The first name on Boone's list was Callum Raze.
And he was trouble.
They found him two days later, tucked away in the backroom of a rundown pool hall called The Needle, buried deep in the underbelly of Sector Nine.
The place stank of cheap whiskey, broken dreams, and desperation.
Perfect camouflage.
Maya and Evan walked in like they belonged, shoulders loose, eyes sharp.
Nobody spared them a glance.
Everyone here had something to hide.
At the far end, under a flickering neon sign, a brawl was breaking out over a crooked game of eight-ball.
Voices snarled.
Chairs scraped.
A glass shattered against the wall.
Evan kept close to Maya, following her lead as she wove through the chaos with the grace of someone who knew exactly when to look tough and when to look invisible.
She stopped in front of a battered green door, knocked once, paused, then twice fast.
The door creaked open a sliver.
A bloodshot eye peered through the gap.
Recognition flared — and suspicion.
"What the hell are you doing here, Maya?" a voice rasped from within.
"We need to talk, Callum."
Maya's tone was hard as nails.
"And you're going to want to hear this."
The door opened wider.
Callum Raze was a monster of a man — six-foot-four, built like a slab of old brick, with tattoos crawling up his arms and neck like living vines.
His nose had been broken more times than Evan could count.
His eyes, however, were sharp.
Calculating.
He stepped aside.
Maya and Evan entered.
The room was little more than a glorified supply closet — cracked floor tiles, a stained mattress in the corner, and a battered safe bolted to the wall.
Callum shut the door and leaned against it, arms crossed.
"This better be good," he growled.
Maya didn't waste time.
She pulled out the tablet — the one Boone had rigged with the evidence files.
A flick of her fingers brought up images that should've been buried six miles deep.
Secret prisons.
Unmarked graves.
Names and dates that could topple giants.
Callum's eyes narrowed as he scrolled.
The more he saw, the more the air in the room tightened.

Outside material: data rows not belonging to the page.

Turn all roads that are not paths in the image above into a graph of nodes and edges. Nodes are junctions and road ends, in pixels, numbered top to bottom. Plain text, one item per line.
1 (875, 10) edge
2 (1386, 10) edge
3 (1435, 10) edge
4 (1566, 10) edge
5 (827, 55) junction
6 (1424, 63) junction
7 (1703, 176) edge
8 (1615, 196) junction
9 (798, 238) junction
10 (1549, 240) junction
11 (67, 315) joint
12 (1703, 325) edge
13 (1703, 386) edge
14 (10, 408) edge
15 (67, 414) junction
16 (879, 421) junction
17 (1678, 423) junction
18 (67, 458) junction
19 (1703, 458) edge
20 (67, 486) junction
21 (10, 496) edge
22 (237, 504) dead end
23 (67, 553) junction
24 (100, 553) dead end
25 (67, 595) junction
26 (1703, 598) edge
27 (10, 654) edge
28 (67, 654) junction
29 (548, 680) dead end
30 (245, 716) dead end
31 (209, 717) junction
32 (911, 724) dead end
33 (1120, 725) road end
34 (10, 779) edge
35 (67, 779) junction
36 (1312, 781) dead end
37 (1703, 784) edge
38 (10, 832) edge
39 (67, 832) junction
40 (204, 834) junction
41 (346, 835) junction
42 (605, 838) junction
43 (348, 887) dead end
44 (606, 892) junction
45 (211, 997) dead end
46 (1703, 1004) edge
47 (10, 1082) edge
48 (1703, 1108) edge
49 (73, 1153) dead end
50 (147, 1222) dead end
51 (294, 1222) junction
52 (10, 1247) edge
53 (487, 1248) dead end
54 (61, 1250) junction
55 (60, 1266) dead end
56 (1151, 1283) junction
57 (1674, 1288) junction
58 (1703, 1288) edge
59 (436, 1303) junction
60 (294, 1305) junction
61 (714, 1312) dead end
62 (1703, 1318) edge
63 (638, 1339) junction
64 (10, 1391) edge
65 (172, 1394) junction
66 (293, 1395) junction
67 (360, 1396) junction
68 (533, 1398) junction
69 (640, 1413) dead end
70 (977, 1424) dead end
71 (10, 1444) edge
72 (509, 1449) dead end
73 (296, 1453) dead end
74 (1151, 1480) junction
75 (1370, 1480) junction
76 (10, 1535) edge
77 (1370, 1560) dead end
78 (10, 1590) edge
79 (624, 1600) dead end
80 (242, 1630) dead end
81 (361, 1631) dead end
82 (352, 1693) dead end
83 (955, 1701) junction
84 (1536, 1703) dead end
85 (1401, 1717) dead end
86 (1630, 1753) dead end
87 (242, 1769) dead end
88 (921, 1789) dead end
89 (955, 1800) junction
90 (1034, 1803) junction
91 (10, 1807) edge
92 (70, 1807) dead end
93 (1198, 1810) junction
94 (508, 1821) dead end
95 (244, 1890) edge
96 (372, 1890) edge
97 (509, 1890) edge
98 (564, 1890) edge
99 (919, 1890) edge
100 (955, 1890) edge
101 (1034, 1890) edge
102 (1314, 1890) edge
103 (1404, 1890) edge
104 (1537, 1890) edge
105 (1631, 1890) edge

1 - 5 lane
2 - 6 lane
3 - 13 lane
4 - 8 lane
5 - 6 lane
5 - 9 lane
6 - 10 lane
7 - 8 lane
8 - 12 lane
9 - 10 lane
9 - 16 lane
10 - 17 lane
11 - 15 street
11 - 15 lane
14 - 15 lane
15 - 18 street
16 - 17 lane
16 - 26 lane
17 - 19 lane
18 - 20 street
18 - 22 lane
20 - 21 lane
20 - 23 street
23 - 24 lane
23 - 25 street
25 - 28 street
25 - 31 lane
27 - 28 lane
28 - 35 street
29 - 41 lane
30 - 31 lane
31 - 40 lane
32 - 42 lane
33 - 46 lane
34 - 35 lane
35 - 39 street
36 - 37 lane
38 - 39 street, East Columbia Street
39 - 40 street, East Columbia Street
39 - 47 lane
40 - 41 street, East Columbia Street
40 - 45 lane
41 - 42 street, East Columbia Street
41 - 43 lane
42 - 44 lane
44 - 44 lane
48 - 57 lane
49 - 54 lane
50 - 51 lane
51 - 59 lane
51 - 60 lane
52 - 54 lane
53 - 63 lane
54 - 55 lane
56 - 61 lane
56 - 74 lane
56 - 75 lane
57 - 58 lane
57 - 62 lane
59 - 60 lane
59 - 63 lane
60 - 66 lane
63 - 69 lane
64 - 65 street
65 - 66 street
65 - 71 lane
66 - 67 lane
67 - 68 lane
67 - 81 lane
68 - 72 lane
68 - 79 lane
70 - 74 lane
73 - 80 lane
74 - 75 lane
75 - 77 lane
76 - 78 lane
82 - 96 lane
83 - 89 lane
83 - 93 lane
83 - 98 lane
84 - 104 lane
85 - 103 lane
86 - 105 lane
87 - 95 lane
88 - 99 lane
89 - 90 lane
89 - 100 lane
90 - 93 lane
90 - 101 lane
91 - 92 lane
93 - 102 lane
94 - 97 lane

When he finally looked up, something had shifted behind his battered exterior.
A crack in the armor.
A glimpse of rage barely contained.
"Where the hell did you get this?" he demanded.
"Does it matter?" Maya said coolly.
"What matters is what you do next."
Callum ran a hand through his short-cropped hair.
"Jesus. If this is real —"
"It is," Evan said quietly.
Callum studied him then — really studied him — for the first time.
Noticing the tension coiled beneath his skin.
The fury hidden in those too-young eyes.
"You're serious about this?" Callum asked.
"As a bullet," Maya said.
For a long moment, silence stretched between them.
The rain drummed against the boarded-up windows.
The bar fight outside flared again, someone screaming in rage, a chair smashing.
Finally, Callum cracked his knuckles.
"Alright. I'm in."
He pointed a thick finger at them.
"But you screw me over? You leave me hanging even once? I will bury you both so deep not even your ghosts will find peace."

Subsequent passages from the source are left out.